The aggregation logic uses worst-case promotion: any DOWN component marks the overall status as DOWN, and any DEGRADED component marks it as DEGRADED unless another component is already DOWN. This conservative approach ensures that orchestrators route traffic away from instances with failed dependencies.

The health endpoint maps directly to Kubernetes liveness and readiness probes. Returning 503 Service Unavailable when any component is DOWN causes load balancers to stop routing traffic to this instance, which is the desired behavior when an LLM provider or database is unreachable.

func healthHandler(registry *HealthRegistry) http.HandlerFunc {
return func(w http.ResponseWriter, r *http.Request) {
result := registry.CheckAll(r.Context())
w.Header().Set("Content-Type", "application/json")
if result.Status == StatusDown {
w.WriteHeader(http.StatusServiceUnavailable)
}
if err := json.NewEncoder(w).Encode(result); err != nil {
http.Error(w, "encoding error", http.StatusInternalServerError)
}
}
}
func main() {
registry := NewHealthRegistry()
// Register components
// registry.Register("llm-openai", NewLLMHealthChecker(openaiModel))

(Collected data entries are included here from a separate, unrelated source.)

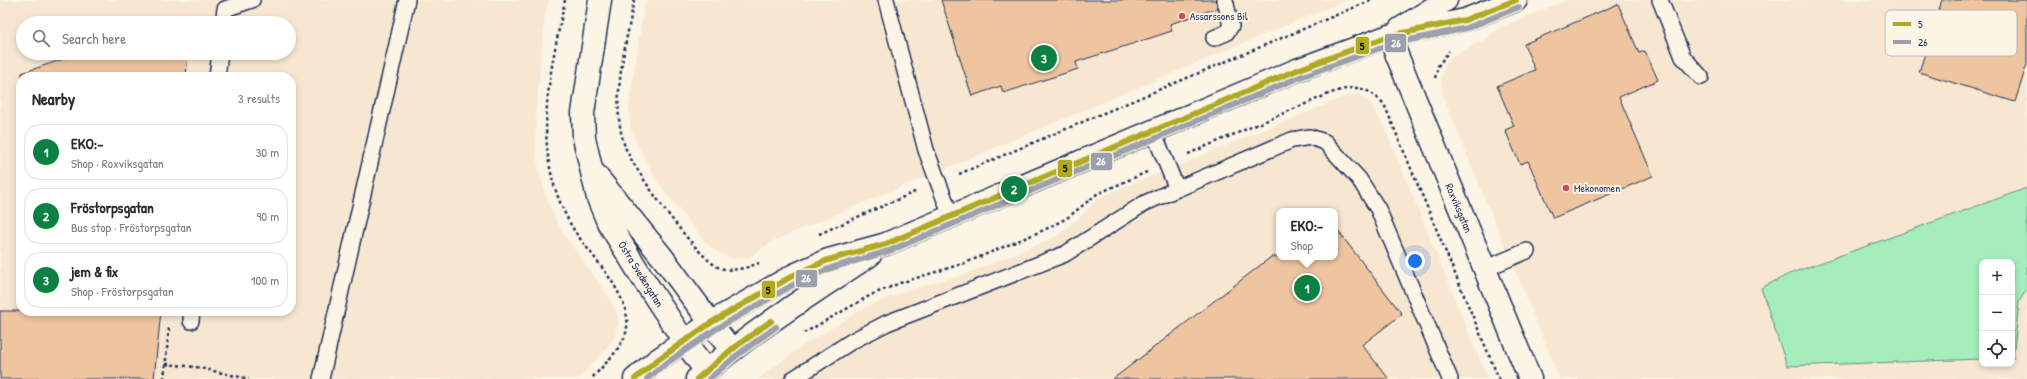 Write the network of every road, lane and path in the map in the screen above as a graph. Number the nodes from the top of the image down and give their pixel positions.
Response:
1 (252, 0) edge
2 (407, 0) edge
3 (600, 0) edge
4 (886, 0) edge
5 (1225, 0) edge
6 (1446, 0) edge
7 (1516, 0) edge
8 (1660, 0) edge
9 (224, 16) edge
10 (1389, 36) junction
11 (1214, 38) dead end
12 (219, 60) edge
13 (218, 72) edge
14 (1701, 77) dead end
15 (1153, 131) junction
16 (1166, 163) junction
17 (591, 169) junction
18 (1177, 189) junction
19 (951, 216) junction
20 (886, 244) junction
21 (1527, 251) dead end
22 (1484, 269) junction
23 (712, 322) junction
24 (170, 326) dead end
25 (799, 336) dead end
26 (684, 341) junction
27 (731, 350) junction
28 (166, 364) junction
29 (702, 375) edge
30 (164, 379) edge
31 (249, 379) edge
32 (321, 379) edge
33 (634, 379) edge
34 (793, 379) edge
35 (1450, 379) edge
36 (1499, 379) edge
37 (1530, 379) edge

1 - 9 lane
2 - 32 lane
3 - 17 street, Östra Svedengatan
4 - 19 lane
5 - 11 lane
6 - 10 street
7 - 10 street
8 - 14 lane
10 - 15 street
10 - 22 street, Roxviksgatan
12 - 13 lane
15 - 16 lane
15 - 19 street
16 - 18 lane
16 - 25 path
16 - 36 path
17 - 23 street, Östra Svedengatan
17 - 26 street, Östra Svedengatan
18 - 34 lane
18 - 35 lane
19 - 20 street
20 - 23 street
20 - 27 street
21 - 22 lane
22 - 37 street, Roxviksgatan
23 - 26 street
23 - 27 street, Östra Svedengatan
24 - 28 path
26 - 29 street, Östra Svedengatan
26 - 33 street
27 - 29 street
28 - 30 path
28 - 31 path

// registry.Register("vector-db", NewVectorDBChecker(pgStore))
http.HandleFunc("/health", healthHandler(registry))
fmt.Println("Health endpoint at :8080/health")
if err := http.ListenAndServe(":8080", nil); err != nil {
fmt.Printf("Server error: %v\n", err)
}
}
  1. Start your service and register at least one health checker.
  2. Call GET /health — verify it returns {"status": "UP", ...}.
  3. Simulate a failure (invalid API key or unreachable endpoint).
  4. Call GET /health again — verify it returns "DOWN" with error details.